For many the detail about the pressure which was widely reported to have been applied by the ECB for Ireland to enter the 2010 Troika bailout has coloured their understanding of the original blanket guarantee. The extent of the guarantee and the large sums being poured into our failed banks ensured that a bailout would be required. It was hardly a coincidence that the bailout occurred in the months after the blanket guarantee ran out on the 29th of September 2010.
The ECB’s insistence that the promissory note for Anglo Irish Bank and other unsecured unguaranteed bonds should be paid have led people to think that it was ECB pressure that led to the 2008 – 2010 guarantee in the first place. I have tried over the previous posts to unravel this myth and show that it was an Irish decision alone put in place for very local reasons. In fact, the ECB warned the Irish government that under Maastrict (where the cost of borrowing is dependent on maintaining a good credit rating in the financial markets) the guarantee could cause substantial funding problems for the sovereign. Other events disprove it, including the fact that an attempt by the Greek government to also bring in an unlimited guarantee immediately after the Irish made their announcement was rescinded due to pressure from EU Commission. Neelie Kroes, EU competition commissioner at the time said “A guarantee without limits is not allowed”.
Of course, the myth has its own political uses and it’s not surprising that there has been very little examination to date of the guarantee.
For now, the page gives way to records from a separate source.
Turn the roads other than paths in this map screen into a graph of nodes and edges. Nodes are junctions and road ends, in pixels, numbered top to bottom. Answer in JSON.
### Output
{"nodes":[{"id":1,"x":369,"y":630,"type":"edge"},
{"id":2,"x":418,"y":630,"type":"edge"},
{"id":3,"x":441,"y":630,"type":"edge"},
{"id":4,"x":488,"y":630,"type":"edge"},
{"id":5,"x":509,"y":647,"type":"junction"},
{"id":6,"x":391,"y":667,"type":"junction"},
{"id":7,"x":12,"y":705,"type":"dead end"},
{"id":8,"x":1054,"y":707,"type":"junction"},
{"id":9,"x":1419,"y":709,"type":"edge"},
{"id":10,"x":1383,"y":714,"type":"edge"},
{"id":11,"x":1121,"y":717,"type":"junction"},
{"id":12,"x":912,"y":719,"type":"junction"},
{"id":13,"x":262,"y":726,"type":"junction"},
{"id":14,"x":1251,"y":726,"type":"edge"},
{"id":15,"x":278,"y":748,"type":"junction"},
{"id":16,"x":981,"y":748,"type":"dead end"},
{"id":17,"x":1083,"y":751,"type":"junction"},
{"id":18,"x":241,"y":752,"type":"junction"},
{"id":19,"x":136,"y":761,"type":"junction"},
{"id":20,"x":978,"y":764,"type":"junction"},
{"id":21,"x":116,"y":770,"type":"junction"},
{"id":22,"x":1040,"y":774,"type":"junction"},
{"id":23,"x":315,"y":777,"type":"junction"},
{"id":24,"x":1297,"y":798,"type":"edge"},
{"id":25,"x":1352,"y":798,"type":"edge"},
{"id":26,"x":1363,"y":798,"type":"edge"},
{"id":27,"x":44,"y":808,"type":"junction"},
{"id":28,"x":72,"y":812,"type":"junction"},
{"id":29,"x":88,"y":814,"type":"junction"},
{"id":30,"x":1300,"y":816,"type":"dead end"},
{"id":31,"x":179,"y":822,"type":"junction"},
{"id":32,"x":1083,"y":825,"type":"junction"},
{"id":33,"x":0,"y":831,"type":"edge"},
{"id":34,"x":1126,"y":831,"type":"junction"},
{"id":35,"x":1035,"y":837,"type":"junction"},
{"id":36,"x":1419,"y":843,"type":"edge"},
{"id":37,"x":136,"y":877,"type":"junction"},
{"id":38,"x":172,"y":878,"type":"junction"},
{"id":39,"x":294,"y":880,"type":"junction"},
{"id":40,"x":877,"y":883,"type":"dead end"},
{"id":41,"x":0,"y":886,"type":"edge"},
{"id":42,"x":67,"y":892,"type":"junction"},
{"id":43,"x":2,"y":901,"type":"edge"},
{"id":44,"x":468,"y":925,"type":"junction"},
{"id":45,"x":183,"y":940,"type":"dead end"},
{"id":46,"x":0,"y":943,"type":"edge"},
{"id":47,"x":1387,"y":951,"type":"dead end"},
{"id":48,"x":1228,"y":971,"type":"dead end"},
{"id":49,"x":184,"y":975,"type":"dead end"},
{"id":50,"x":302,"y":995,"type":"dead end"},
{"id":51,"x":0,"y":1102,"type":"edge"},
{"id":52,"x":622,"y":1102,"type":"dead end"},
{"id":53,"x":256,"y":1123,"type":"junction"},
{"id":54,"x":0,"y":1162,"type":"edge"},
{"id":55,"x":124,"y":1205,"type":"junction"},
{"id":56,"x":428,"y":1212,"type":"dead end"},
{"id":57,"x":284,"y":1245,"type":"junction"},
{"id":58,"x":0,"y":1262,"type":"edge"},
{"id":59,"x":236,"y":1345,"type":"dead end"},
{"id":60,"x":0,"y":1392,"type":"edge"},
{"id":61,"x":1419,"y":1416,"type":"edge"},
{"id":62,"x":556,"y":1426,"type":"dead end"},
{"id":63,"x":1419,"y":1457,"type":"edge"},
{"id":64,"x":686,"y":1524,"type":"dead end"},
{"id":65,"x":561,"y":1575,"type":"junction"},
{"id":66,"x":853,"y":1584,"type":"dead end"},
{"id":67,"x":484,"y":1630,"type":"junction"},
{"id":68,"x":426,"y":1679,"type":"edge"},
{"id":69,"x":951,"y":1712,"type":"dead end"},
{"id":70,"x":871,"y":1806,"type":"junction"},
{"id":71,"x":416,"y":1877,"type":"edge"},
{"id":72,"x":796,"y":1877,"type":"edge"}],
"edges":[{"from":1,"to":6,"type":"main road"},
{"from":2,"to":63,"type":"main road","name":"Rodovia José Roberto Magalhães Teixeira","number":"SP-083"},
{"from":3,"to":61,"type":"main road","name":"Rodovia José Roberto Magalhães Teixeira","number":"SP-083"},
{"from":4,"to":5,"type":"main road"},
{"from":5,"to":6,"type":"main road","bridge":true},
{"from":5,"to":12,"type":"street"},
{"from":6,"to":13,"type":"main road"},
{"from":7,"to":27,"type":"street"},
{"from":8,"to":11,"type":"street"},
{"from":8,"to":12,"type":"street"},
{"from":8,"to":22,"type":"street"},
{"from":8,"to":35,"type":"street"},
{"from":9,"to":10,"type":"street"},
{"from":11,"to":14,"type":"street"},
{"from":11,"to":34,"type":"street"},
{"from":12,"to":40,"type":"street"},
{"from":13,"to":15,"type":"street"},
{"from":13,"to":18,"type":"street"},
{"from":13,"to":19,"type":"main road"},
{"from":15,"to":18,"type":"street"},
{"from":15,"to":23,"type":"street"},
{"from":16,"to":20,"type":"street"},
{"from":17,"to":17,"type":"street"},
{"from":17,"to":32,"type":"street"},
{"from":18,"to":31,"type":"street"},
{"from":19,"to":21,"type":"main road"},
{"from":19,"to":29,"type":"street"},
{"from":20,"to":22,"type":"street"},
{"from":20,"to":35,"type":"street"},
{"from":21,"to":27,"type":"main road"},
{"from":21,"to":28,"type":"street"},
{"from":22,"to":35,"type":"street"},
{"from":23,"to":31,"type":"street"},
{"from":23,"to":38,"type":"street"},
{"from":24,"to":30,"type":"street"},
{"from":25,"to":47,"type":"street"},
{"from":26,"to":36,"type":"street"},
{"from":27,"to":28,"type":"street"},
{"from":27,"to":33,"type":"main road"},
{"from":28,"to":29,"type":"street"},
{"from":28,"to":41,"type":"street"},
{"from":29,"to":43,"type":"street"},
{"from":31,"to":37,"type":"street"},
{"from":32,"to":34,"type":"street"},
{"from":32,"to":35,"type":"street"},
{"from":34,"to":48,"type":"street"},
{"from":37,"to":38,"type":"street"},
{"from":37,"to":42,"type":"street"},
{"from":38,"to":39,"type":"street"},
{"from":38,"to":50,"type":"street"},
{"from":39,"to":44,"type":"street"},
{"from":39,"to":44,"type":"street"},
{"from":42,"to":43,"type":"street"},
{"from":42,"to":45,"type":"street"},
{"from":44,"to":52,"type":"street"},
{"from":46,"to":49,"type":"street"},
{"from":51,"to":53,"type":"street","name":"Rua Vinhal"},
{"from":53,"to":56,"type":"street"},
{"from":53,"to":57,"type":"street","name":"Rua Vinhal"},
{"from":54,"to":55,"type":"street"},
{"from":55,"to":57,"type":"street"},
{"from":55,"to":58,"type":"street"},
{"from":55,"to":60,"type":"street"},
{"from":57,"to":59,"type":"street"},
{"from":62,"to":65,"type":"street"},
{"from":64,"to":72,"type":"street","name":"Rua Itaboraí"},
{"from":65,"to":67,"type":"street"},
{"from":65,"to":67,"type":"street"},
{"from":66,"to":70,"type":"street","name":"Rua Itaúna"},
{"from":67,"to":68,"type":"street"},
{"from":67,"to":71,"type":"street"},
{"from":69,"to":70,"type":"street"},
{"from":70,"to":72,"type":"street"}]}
But even any future Public Accounts Committee examination and its ‘who said what in the room on the night’ scope will not provide much clarity. Looked at from the perspective of class and power, however, examining the guarantee reveals much about how both work in Ireland. Such a focus would not fixate on the technical detail of whether dated subordinated bonds should have been included, or whether Dermot Desmond was there behind the curtain throwing his voice in to the mouth of Brian Cowen. Instead, the focus should be on the decisions made in the context of how the Irish government behaved in the past when other Irish financial institutions went into freefall. We tend to see 2008 as a rupture, but in terms of understanding why certain decisions are made it’s more useful to examine the continuities. After all, this was not the first time that Ireland provided a blank cheque for Irish banks.